Thread: seg faulting

  1. #1
    Registered User
    Join Date
    Apr 2007
    Posts
    1

    seg faulting

    Hey guys

    I don't really consider myself the best of a programmer but i'm currently working on a difficult program, or what i consdier difficult.

    There's one hitch though, i run this through the command line ./list -t words.txt < awords.txt. Basically it gets awords.txt and enters it into a trie structure and compares it with words.txt to see if their present or not.

    If i compare them both and they don't have any words, it seg faults and obviously crashes... i'm really worn out and can't think straight right now so i would greatly appreciate the help. From what i understand it seg faults in trie_find.

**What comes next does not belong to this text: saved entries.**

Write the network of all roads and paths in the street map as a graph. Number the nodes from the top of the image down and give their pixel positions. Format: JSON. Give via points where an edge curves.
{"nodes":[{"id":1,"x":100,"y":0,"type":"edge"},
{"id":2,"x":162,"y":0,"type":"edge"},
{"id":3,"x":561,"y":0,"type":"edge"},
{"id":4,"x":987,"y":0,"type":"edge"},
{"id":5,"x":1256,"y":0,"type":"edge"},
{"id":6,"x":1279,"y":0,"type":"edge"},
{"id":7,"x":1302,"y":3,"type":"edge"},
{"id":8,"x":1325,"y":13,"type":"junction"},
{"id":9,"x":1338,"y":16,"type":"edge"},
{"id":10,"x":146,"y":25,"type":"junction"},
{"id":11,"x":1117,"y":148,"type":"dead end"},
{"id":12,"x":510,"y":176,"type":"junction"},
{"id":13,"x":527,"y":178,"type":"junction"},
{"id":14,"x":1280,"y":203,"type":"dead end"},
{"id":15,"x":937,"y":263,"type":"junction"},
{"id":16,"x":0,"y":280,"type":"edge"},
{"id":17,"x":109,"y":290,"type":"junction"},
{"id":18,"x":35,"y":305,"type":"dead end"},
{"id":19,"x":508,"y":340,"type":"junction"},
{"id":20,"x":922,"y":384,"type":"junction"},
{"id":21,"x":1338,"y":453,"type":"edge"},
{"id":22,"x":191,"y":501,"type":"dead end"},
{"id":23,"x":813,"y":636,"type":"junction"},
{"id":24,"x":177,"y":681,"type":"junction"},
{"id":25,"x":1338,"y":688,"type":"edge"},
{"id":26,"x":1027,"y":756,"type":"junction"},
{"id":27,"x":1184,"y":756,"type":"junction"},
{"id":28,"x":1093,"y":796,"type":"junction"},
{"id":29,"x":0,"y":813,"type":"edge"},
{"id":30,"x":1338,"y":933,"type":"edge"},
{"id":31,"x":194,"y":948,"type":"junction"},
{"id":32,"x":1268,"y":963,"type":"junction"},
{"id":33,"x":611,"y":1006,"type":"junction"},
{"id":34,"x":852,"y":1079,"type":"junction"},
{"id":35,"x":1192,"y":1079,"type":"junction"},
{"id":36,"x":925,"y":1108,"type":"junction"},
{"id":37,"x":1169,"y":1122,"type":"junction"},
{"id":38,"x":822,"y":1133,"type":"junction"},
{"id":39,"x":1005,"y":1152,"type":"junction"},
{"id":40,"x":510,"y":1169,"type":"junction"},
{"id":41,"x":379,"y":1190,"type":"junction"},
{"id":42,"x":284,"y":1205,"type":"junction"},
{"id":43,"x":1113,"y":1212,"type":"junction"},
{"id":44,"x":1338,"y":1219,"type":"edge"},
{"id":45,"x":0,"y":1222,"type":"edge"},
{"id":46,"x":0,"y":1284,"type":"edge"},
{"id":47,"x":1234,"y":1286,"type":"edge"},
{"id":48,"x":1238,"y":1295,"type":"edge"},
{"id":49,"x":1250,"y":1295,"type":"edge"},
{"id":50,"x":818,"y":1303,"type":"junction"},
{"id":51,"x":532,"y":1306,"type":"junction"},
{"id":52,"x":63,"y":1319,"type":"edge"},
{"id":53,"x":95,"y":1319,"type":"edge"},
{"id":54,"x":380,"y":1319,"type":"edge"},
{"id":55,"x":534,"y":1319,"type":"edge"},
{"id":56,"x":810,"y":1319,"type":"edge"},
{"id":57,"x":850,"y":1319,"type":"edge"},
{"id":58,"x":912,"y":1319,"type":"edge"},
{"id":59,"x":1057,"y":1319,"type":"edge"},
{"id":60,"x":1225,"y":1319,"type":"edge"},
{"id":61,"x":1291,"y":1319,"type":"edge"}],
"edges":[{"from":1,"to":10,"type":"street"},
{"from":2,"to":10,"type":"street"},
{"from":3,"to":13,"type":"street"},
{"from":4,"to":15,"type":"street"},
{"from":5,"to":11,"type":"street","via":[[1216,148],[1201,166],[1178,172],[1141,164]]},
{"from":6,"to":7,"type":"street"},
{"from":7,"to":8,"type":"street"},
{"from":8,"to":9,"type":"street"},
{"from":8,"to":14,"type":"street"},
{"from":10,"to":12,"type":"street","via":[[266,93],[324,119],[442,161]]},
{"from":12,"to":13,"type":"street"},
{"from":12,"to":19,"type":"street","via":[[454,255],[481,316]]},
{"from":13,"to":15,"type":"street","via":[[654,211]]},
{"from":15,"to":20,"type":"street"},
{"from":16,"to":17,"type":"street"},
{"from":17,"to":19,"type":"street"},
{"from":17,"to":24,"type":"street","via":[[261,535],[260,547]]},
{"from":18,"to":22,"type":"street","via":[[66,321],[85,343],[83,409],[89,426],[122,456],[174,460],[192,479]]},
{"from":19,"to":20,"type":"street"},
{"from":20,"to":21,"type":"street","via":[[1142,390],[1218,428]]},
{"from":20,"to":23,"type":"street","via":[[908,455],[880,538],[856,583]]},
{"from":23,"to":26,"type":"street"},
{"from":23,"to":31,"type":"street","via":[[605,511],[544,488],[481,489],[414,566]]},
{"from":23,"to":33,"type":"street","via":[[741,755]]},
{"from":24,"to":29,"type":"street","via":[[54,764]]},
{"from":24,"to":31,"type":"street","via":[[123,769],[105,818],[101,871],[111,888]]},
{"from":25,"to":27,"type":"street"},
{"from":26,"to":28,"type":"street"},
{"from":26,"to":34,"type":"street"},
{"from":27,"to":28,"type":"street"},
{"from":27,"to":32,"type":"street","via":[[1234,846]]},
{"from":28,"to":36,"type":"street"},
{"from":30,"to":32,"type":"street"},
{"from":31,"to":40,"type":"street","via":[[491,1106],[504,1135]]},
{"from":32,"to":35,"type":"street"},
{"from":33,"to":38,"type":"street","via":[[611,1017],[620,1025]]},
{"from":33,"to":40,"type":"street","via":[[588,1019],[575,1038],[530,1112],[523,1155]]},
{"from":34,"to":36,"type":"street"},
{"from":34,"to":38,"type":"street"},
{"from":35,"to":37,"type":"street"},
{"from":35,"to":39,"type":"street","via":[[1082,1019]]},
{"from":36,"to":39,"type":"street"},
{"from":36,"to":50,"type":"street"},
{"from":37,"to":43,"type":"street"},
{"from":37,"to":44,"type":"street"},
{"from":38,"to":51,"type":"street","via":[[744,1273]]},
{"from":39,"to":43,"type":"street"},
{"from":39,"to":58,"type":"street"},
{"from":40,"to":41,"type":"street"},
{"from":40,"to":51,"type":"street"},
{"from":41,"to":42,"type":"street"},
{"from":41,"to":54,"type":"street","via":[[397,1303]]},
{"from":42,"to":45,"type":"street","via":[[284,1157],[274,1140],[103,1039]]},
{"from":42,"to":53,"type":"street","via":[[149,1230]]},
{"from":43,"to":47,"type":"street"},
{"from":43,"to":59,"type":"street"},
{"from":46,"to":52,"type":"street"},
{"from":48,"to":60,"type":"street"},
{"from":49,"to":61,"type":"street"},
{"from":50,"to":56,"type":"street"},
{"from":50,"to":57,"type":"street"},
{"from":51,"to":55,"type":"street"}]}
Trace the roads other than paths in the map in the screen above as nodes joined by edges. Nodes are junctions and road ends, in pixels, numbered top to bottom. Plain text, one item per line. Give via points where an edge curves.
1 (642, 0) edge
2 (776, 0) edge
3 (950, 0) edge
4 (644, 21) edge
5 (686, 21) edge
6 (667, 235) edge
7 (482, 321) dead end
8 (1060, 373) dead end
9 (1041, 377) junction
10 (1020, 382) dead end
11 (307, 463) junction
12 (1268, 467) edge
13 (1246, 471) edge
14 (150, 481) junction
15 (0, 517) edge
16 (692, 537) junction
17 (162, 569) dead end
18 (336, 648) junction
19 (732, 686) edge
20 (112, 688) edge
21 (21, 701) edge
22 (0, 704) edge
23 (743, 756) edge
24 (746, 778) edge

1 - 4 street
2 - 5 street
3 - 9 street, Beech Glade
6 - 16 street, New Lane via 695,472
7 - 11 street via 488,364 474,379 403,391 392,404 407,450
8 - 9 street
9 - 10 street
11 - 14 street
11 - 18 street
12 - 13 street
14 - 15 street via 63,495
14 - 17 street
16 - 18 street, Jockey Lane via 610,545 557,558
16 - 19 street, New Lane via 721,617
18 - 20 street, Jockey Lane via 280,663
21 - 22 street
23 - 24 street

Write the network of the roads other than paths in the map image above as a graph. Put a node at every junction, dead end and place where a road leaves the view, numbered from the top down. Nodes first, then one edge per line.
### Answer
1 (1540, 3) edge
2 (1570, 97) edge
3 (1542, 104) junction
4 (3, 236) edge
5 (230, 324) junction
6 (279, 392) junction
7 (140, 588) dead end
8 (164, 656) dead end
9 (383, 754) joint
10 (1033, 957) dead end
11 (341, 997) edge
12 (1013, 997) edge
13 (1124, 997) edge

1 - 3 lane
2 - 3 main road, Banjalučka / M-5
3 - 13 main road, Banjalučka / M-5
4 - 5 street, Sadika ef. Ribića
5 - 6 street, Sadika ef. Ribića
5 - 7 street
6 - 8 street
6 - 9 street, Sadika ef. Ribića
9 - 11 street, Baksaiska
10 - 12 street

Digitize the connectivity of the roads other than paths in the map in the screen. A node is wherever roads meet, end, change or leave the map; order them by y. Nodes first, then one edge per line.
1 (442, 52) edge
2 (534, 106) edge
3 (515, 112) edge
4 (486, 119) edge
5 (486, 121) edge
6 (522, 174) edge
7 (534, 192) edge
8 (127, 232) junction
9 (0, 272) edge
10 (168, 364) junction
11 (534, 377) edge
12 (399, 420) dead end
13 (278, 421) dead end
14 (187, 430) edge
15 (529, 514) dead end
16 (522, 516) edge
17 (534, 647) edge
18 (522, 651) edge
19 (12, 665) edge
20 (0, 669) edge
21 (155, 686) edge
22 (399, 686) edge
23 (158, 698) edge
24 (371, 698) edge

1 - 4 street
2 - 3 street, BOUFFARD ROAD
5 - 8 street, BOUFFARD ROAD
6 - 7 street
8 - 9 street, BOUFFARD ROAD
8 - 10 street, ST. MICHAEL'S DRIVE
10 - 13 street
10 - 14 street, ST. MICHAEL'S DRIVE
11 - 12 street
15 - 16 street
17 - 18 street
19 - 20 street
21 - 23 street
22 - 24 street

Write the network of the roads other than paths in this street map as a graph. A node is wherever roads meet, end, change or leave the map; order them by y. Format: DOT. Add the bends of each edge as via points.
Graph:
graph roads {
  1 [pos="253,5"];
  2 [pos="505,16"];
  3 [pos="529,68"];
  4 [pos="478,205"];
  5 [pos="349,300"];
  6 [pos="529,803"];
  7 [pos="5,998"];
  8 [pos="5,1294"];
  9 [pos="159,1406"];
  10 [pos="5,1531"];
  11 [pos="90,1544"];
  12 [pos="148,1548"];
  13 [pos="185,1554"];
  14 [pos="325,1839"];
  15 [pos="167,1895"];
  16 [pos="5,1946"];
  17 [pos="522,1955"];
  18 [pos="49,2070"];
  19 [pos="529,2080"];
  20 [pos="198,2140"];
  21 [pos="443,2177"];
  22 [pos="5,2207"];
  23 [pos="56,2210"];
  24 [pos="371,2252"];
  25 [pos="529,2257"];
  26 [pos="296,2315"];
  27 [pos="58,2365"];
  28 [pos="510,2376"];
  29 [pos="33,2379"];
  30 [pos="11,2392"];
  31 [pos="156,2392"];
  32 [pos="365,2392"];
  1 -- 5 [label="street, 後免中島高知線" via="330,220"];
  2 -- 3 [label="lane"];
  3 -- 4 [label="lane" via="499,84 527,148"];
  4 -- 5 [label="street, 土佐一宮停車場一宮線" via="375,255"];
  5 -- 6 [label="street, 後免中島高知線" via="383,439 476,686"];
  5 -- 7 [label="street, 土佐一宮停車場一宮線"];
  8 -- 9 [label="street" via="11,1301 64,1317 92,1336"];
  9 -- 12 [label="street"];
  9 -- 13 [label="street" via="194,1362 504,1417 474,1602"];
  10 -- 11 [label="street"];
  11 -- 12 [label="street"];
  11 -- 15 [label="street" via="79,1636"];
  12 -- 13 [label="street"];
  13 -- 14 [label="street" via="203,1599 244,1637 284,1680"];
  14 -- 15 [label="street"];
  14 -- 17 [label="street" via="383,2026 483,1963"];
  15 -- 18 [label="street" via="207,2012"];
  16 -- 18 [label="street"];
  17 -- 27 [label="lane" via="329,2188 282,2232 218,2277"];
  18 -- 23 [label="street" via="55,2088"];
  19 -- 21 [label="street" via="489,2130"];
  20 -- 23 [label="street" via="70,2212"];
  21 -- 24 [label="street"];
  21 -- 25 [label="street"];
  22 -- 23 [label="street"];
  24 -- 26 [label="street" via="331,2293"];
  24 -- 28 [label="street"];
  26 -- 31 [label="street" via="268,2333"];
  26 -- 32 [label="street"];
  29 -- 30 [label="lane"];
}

    If you want any more code, just ask. Cheers

    Code:
    letterTypePtr trie_insert(char *word,ListTypePtr list, letterTypePtr node, int len)
    {	
        char character[2];
        letterTypePtr prevLetter = NULL;
        
        --len;
        if(len != 0)
        {
            node = trie_insert(word,list, node, len);
            prevLetter = node;
            node = node->downLet;
        }
        
        character[0] = word[len];
        character[1] = '\0';
        
        if(node == NULL && prevLetter == NULL)
        {	    
            list->head = add_node(character);
            return list->head;
        }
        
        if(prevLetter != NULL && node == NULL)
        {
            prevLetter->downLet = add_node(character);
            return prevLetter->downLet;
        }
        
        if(prevLetter != NULL && node != NULL)
        {
           while (node != NULL)
           {
                if (strcmp(node->character, character) == 0 )
                    return node;
                prevLetter = node;   
                node = node->nextLet;
           }
           
           prevLetter->nextLet = add_node(character);
           return prevLetter->nextLet;       
        }
        
        if(prevLetter == NULL && node != NULL)
        {
            while (node != NULL) 
            {
                if (strcmp(node->character, character) == 0 )
                    return node;
                
                prevLetter = node;   
                node = node->nextLet;
              
           }
           
           prevLetter->nextLet = add_node(character);
           return prevLetter->nextLet;       
        }
        
    
    }
    
    /* just gets memory for the node */
    letterTypePtr add_node(char *word)
    {
        letterTypePtr newLetter;
        
        newLetter = malloc(sizeof(letterType));
                 assert(newLetter);
        newLetter->character = malloc(sizeof(char) * (strlen(word) + 1));
        strcpy(newLetter->character, word);
        newLetter->downLet = NULL;
        newLetter->nextLet = NULL;	
        
        return newLetter;
    }
    
    /* trie find */
    letterTypePtr trie_find(char *word, letterTypePtr node, int len)
    {   
        letterTypePtr prevLetter;
        char character[2];
    
        --len;
        if(len != 0)
        {
            node = trie_find(word, node, len);
            prevLetter = node;
            node = node->downLet;
        }
        
        character[0] = word[len];
        character[1] = '\0';
        
        if (node == NULL) 
        {
           return NULL;
        }
          
        while (node != NULL) 
        {
            if (strcmp(node->character, character) == 0) 
            {
                return node;
            }
            
            node = node->nextLet;
        }
        
        return NULL;
        
    }
    
    /* loadWords
    */
    int loadWords(ListTypePtr list)
    {
    
       char word[50];
       while (fscanf(stdin,"%s",word) != EOF)
       {
            trie_insert(word,list, list->head, strlen(word));
           
            list->count++;
       }
       return 1;
    }

  2. #2
    Registered User
    Join Date
    Apr 2007
    Posts
    45
    At a first glance, it looks like you've coded your find() routine to search down the list to the depth level equalling the length of the string passed :

    Code:
        --len;
        if(len != 0)
        {
            node = trie_insert(word,list, node, len);
            prevLetter = node;
            node = node->downLet;
        }
    I'm not really sure what order you're doing things in or if this is specifically causing your problem, but presuming you're calling trie_insert() to fill your initial linked list, this will certainly fail as the nodes won't have all been created already and you'll potentially be accessing data you're not priviledged to access by the OS (access violation).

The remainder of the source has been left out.